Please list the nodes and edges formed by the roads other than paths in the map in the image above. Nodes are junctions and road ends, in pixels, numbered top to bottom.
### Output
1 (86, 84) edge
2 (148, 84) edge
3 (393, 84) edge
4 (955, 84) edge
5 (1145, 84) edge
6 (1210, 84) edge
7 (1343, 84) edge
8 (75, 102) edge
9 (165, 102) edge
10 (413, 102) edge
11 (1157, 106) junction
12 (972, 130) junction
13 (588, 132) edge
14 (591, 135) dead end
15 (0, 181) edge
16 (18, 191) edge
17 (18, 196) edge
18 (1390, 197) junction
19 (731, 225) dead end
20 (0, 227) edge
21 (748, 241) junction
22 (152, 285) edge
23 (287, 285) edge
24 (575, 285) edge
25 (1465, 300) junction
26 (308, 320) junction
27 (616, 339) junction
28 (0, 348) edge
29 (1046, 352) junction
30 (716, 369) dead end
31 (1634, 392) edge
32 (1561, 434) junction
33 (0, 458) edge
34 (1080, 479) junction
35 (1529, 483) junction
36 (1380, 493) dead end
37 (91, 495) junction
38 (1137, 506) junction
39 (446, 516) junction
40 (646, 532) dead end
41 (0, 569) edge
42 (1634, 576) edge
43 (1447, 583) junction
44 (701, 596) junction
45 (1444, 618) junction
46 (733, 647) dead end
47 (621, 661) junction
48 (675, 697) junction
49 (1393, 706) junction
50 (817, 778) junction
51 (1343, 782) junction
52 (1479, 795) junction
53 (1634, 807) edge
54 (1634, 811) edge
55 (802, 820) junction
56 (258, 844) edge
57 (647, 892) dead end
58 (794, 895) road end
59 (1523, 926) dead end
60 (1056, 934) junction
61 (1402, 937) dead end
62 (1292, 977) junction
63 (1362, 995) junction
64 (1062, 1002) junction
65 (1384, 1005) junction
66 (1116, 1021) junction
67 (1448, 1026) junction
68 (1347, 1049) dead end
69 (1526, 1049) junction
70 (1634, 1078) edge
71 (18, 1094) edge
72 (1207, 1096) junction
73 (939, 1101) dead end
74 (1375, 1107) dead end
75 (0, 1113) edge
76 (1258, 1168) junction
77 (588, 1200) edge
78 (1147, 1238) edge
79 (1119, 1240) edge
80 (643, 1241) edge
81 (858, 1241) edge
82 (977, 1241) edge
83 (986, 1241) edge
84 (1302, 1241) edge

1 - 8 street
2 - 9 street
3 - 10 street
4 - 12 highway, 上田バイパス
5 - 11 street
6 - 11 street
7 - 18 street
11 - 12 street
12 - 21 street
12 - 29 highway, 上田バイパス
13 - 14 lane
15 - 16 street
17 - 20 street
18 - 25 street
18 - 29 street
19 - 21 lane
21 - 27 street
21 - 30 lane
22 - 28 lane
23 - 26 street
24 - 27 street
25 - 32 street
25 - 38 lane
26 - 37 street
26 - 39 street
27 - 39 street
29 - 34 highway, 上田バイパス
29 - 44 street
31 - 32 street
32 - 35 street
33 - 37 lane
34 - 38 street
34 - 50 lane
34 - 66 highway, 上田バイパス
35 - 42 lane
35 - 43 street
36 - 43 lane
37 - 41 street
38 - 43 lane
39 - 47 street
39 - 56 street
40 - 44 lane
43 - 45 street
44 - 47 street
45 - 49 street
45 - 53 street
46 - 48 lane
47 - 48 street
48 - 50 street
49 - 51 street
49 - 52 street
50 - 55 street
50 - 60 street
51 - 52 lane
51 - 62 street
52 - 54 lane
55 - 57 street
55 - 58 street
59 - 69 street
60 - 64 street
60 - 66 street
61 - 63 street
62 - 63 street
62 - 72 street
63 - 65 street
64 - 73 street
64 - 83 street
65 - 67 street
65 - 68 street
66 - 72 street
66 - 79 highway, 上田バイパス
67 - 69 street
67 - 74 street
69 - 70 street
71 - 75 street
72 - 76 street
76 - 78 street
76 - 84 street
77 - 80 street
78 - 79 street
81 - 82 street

...

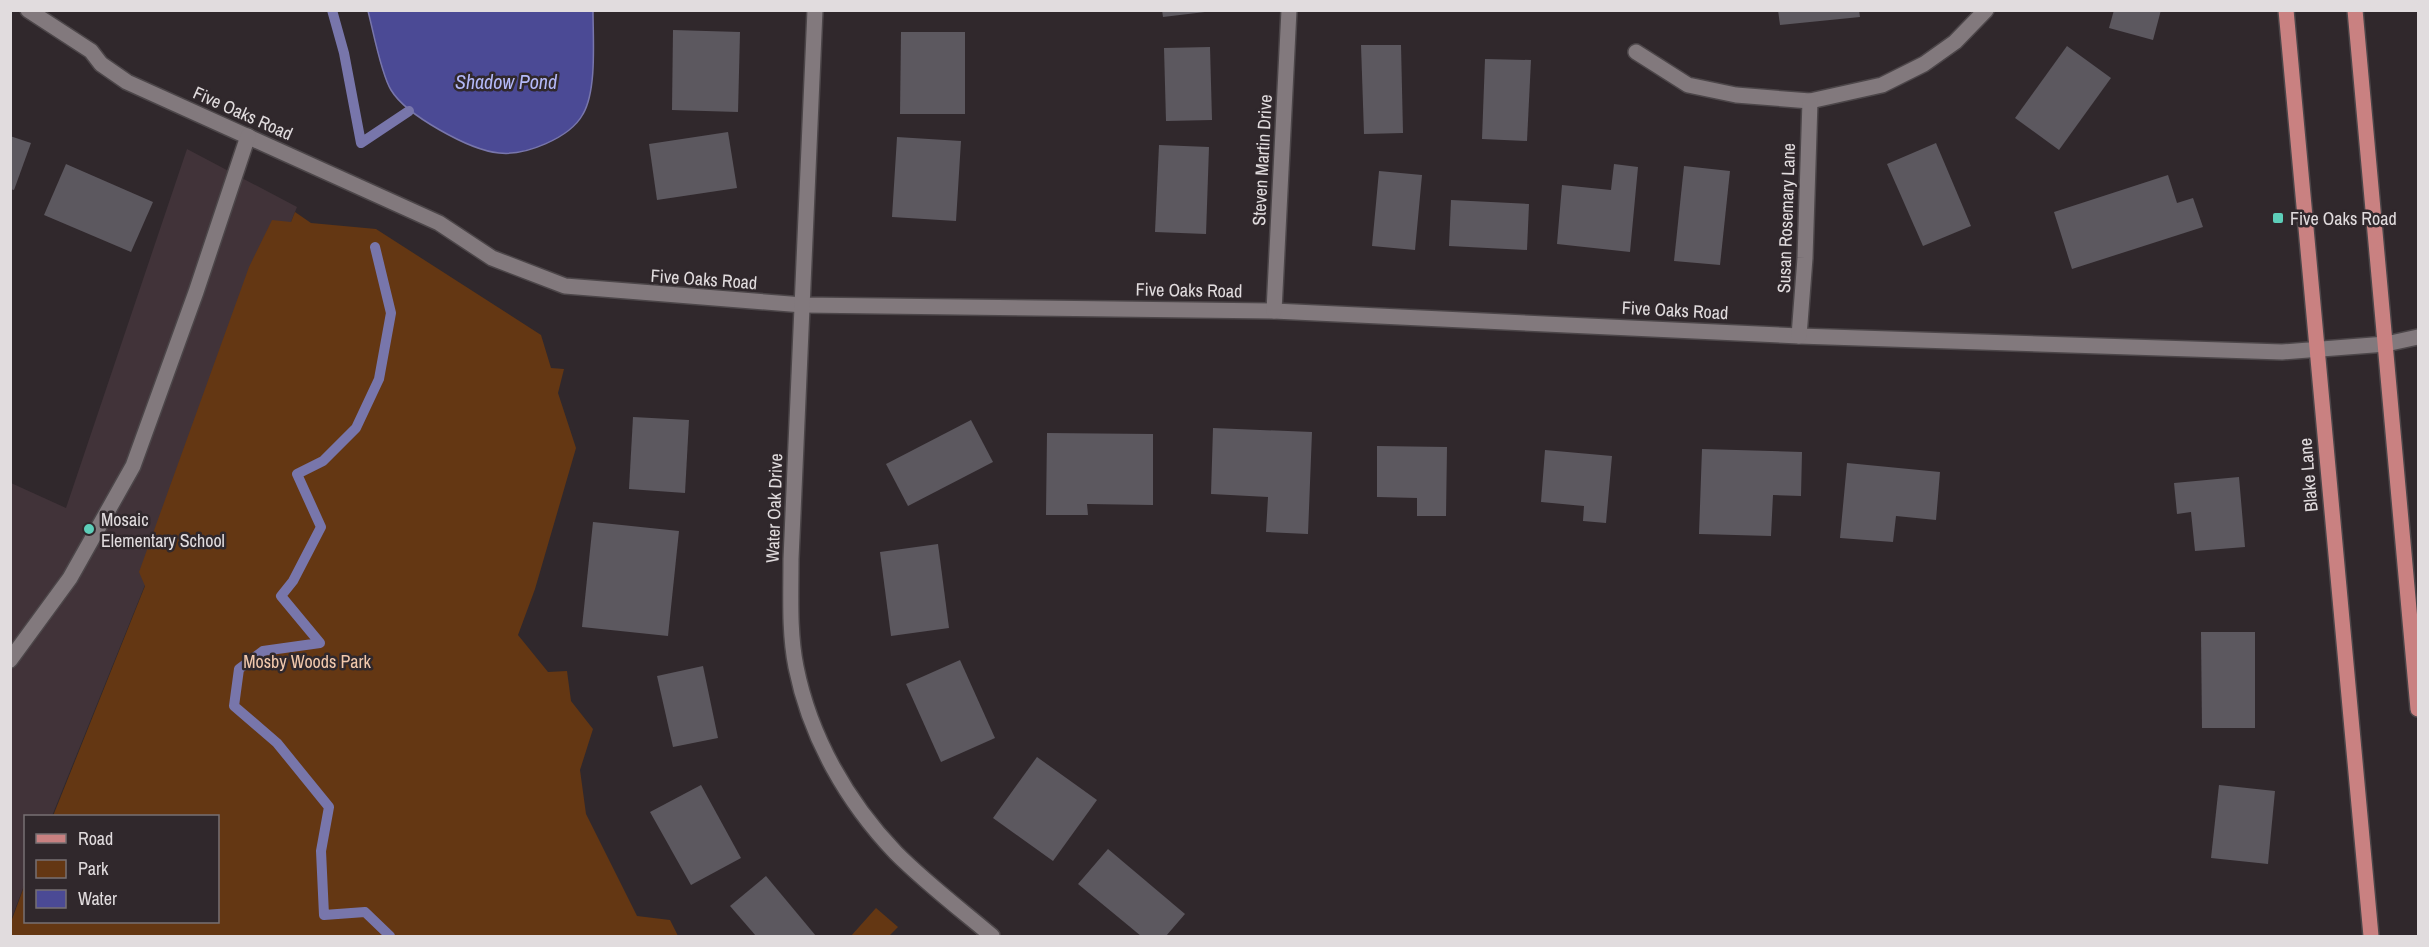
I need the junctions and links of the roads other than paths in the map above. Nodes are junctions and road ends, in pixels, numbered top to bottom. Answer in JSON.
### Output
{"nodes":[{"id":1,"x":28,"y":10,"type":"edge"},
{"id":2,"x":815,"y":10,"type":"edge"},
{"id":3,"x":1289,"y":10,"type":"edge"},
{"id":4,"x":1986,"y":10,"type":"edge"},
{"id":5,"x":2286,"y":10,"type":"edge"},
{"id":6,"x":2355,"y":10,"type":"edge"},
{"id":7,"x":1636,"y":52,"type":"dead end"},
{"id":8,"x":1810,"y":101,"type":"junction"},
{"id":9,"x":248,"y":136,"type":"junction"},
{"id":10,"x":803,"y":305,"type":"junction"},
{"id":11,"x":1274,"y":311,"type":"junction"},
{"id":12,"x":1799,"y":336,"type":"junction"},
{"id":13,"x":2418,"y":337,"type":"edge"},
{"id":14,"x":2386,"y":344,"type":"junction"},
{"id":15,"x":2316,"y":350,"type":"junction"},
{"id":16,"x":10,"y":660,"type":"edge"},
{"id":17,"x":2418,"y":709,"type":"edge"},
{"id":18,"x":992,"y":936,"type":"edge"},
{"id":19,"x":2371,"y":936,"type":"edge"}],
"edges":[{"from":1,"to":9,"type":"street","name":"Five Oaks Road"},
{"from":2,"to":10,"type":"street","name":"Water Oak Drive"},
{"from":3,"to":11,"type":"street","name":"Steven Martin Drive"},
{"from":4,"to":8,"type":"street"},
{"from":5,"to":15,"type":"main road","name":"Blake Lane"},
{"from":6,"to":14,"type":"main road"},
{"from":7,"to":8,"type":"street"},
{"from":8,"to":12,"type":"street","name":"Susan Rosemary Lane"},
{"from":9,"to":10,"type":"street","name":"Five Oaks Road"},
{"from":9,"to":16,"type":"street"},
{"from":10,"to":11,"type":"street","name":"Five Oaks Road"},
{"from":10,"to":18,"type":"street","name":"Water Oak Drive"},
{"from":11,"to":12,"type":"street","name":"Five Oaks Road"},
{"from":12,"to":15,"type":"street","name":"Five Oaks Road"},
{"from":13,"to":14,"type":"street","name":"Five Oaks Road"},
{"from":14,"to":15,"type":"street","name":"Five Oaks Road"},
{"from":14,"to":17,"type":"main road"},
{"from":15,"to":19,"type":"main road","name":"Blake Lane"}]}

==

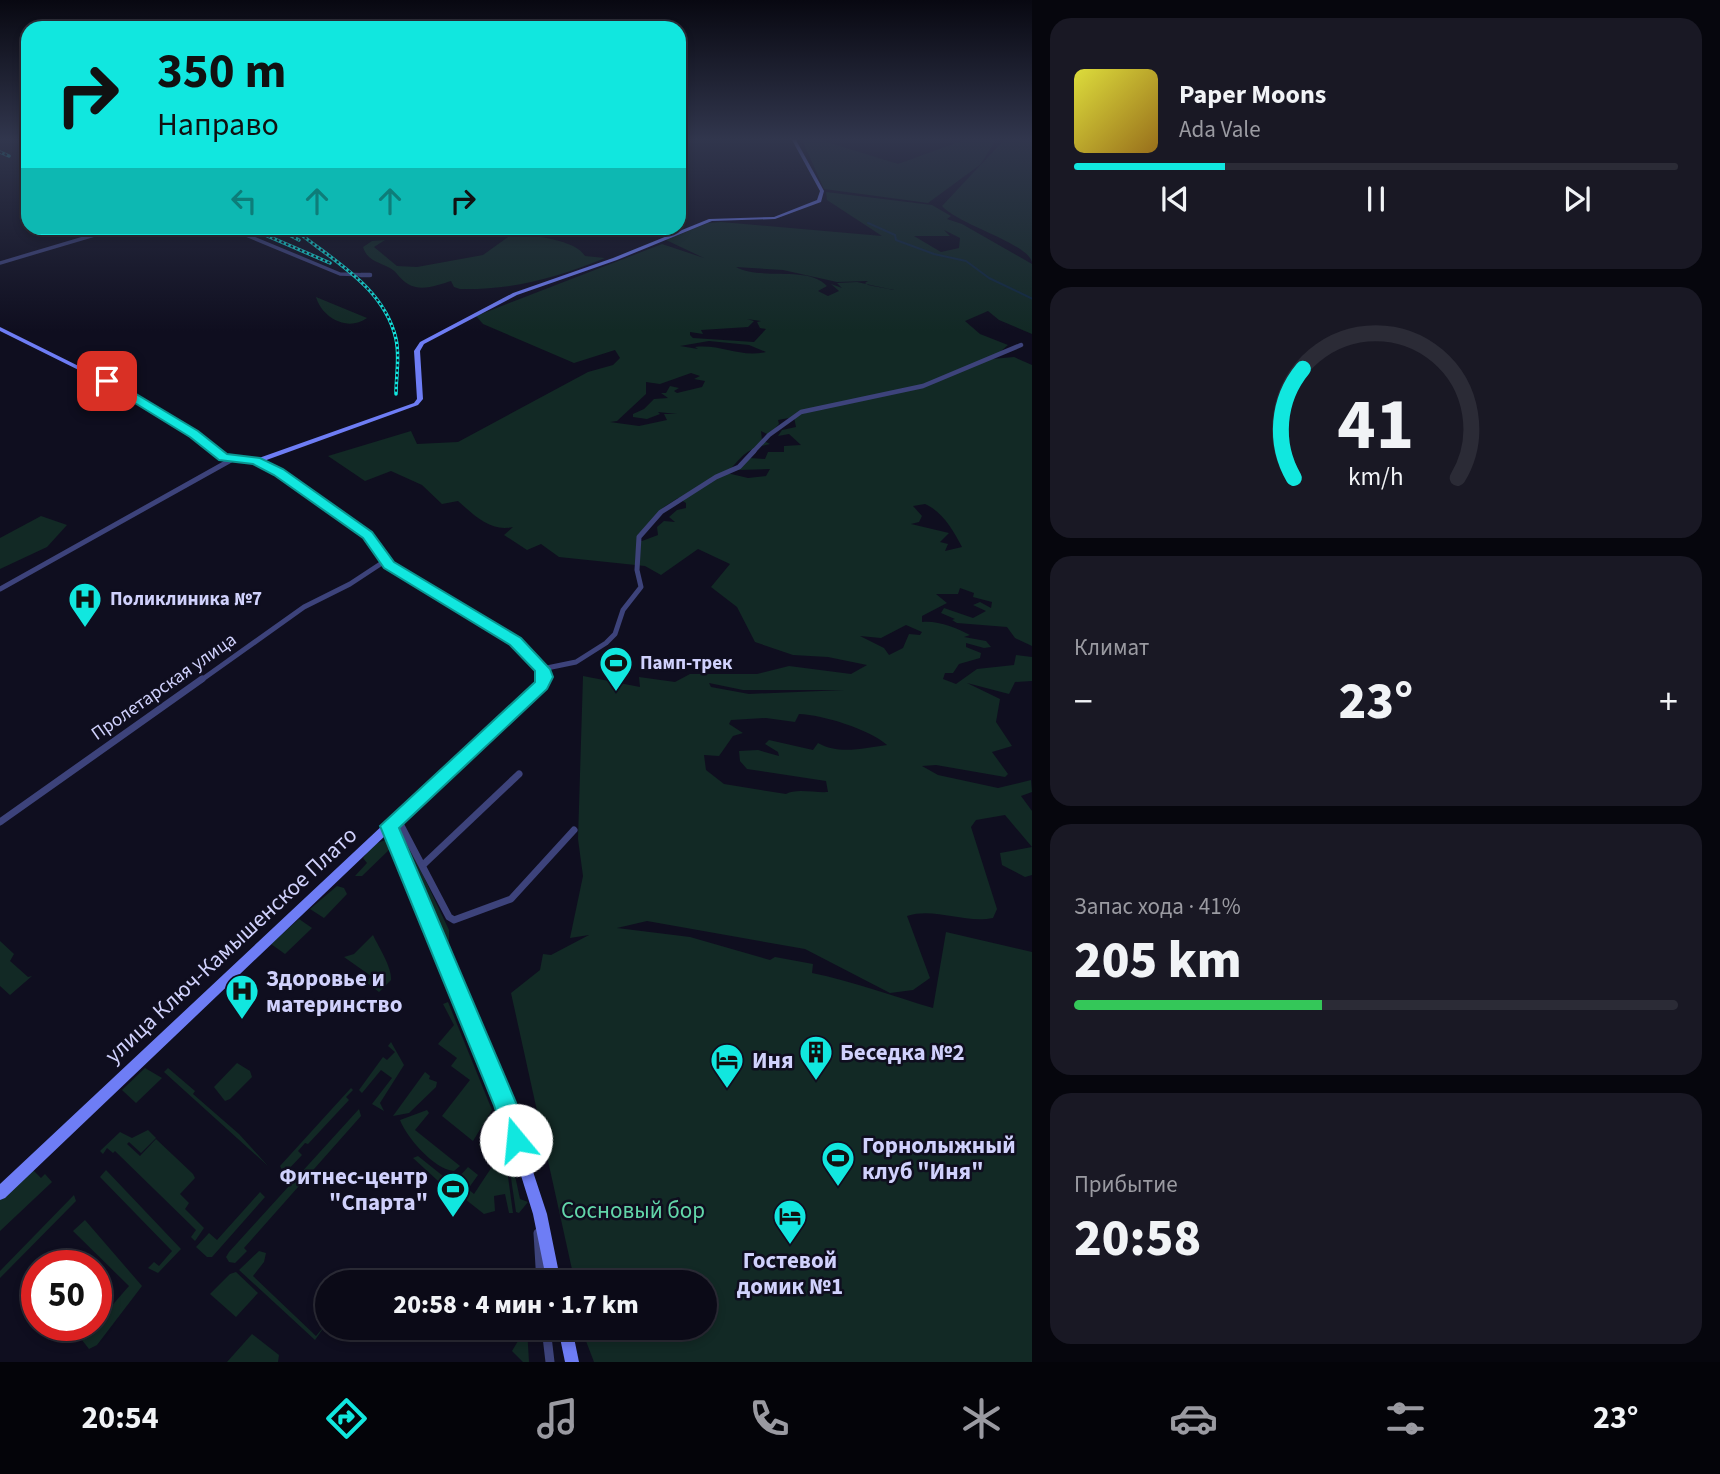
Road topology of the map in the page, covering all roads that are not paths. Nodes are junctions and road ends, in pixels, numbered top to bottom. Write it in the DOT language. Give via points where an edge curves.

_YOUR TASK_:
Each line of the listing above that includes the word "other" is to be counted, and only the total reported.

_EXPECTED OUTPUT_:
2